Operating systems: Use pathlib.Path and avoid hard-coded / vs \\ in can_handle; the same loader code is intended to run on Linux, macOS, and Windows when dependencies are available.


Add a New Miniscope Loader

Create a class that inherits from MiniscopeDataManager and implement all required abstract methods:

  • can_handle(cls, directory)
  • _get_miniscope_metadata(self)
  • _get_timestamps(self)
  • _get_miniscope_events(self)
  • sync_timestamps(self, ephys_dm=None, channel_name=None, **kwargs)

Minimal skeleton:

from pathlib import Path
from typing import Any, Dict, List, Optional, Tuple, Union
import numpy as np
from ace_neuro.miniscope.miniscope_data_manager import MiniscopeDataManager


class MyMiniscopeDataManager(MiniscopeDataManager):
    @classmethod
    def can_handle(cls, directory: Union[str, Path]) -> bool:
        directory = Path(directory)
        return directory.exists() and len(list(directory.rglob("my-format-marker.ext"))) > 0

    def _get_miniscope_metadata(self) -> Dict[str, Any]:
        # Parse files and return metadata. Must include frameRate when possible.
        return {"frameRate": 30.0}

    def _get_timestamps(self) -> Tuple[np.ndarray, List[int]]:
        # Return timestamps in seconds and frame numbers.
        t = np.arange(0, 10, 1 / 30.0)
        frame_numbers = list(range(len(t)))
        return t, frame_numbers

    def _get_miniscope_events(self) -> Dict[str, Any]:
        # Expected shape: {"timestamps": [...], "labels": [...]}
        return {"timestamps": [], "labels": []}

    def sync_timestamps(
        self,
        ephys_dm: Optional[Any] = None,
        channel_name: Optional[str] = None,
        **kwargs: Any,
    ) -> Tuple[np.ndarray, np.ndarray]:
        # Return aligned calcium times and low-confidence periods.
        low_confidence = np.empty((0, 2))
        if self.time_stamps is None:
            raise ValueError("time_stamps not loaded")
        return self.time_stamps, low_confidence

Miniscope Notes

  • MiniscopeDataManager.__init__ loads movie paths and calls load_attributes(...) when auto_import_data=True.
  • load_attributes(...) expects _get_timestamps, _get_miniscope_metadata, and _get_miniscope_events to work together.
  • sync_timestamps(...) should return:
  • tCaIm: aligned calcium timestamps
  • low_confidence_periods: N x 2 index ranges where timing confidence is reduced (empty array if none)

Add a New Ephys Loader

Create a class that inherits from EphysDataManager and implement:

  • can_handle(cls, directory)
  • import_ephys_block(self, ephys_directory)
  • process_ephys_block_to_channels(self, channels=None, remove_artifacts=False)
  • get_sync_timestamps(self, channel_name=None)

Minimal skeleton:

from pathlib import Path
from typing import List, Optional, Union
import numpy as np
from ace_neuro.ephys.ephys_data_manager import EphysDataManager
from ace_neuro.ephys.channel import Channel


class MyEphysDataManager(EphysDataManager):
    @classmethod
    def can_handle(cls, directory: Union[str, Path]) -> bool:
        directory = Path(directory)
        return directory.exists() and len(list(directory.glob("*.mybin"))) > 0

    def import_ephys_block(self, ephys_directory: Union[str, Path]) -> None:
        # Load raw source data into self.ephys_block.
        self.ephys_block = {"path": str(ephys_directory)}

    def process_ephys_block_to_channels(
        self, channels: Optional[List[str]] = None, remove_artifacts: bool = False
    ) -> None:
        # Convert raw block into Channel objects and store in self.channels.
        sampling_rate = 1000.0
        t = np.arange(0, 10, 1 / sampling_rate)
        signal = np.zeros_like(t)
        self.channels["MY_CH_0"] = Channel("MY_CH_0", signal, sampling_rate, t, {"labels": [], "timestamps": []})

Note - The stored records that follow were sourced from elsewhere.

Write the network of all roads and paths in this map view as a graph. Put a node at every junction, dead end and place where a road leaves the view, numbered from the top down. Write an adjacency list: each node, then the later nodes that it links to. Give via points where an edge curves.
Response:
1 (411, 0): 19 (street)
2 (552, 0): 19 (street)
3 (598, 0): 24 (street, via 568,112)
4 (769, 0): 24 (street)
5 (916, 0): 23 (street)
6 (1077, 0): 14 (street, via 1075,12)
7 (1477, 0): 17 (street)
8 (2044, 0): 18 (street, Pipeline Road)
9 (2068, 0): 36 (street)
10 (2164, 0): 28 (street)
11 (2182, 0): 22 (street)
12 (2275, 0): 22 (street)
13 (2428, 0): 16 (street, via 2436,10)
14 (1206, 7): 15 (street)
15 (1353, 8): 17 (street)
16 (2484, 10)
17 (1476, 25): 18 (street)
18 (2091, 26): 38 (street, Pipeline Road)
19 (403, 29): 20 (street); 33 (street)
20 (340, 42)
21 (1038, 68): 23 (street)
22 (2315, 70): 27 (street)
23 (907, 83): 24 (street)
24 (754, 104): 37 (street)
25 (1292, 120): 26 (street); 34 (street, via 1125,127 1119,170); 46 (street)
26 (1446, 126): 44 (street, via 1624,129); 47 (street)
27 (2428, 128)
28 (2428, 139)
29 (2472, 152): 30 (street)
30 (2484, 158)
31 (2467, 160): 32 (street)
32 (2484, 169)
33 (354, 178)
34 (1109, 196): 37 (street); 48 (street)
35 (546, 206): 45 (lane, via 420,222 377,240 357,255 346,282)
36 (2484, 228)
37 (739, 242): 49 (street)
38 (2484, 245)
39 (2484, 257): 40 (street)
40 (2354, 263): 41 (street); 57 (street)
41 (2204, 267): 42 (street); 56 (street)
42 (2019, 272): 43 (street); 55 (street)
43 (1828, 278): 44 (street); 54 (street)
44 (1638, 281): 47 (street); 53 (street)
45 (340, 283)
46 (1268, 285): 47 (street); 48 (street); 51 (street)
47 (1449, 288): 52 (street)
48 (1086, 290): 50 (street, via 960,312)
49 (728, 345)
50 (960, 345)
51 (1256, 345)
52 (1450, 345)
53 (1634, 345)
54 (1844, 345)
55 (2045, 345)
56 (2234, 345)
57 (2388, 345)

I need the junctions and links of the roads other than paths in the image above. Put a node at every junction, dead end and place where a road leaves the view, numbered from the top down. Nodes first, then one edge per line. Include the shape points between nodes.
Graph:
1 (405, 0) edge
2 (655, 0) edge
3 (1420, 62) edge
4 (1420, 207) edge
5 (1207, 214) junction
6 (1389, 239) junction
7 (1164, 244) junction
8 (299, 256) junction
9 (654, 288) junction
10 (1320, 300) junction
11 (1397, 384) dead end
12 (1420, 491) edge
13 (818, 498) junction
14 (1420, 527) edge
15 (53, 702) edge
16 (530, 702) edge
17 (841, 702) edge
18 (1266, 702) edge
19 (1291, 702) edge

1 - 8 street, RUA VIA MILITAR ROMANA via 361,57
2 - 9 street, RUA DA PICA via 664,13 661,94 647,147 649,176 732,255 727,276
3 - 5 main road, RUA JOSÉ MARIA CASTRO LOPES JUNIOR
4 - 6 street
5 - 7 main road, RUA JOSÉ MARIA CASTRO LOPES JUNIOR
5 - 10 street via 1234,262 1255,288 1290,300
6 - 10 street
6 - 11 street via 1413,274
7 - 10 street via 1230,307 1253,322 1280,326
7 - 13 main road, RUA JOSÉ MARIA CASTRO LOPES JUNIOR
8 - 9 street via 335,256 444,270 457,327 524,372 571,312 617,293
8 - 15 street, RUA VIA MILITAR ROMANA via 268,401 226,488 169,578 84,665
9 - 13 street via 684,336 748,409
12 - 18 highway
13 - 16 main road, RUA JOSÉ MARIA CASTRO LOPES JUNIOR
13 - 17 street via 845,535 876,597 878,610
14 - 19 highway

    def get_sync_timestamps(self, channel_name: Optional[str] = None) -> np.ndarray:
        # Return hardware sync event times in seconds.
        return np.array([])

Ephys Notes

  • process_ephys_block_to_channels(...) should populate self.channels with Channel instances expected by downstream filtering and visualization code. Each Channel needs a sensible sampling_rate, time_vector, and optional events dict for TTL-like labels when applicable.
  • get_sync_timestamps(...) is used by multimodal alignment (via miniscope_dm.sync_timestamps(..., ephys_dm=...)). Return rising-edge sync times in seconds. Return an empty array only when sync pulses do not exist because timing is already shared (for example, some ONIX paths where the miniscope loader returns hardware-aligned frame times and TTL alignment is unnecessary).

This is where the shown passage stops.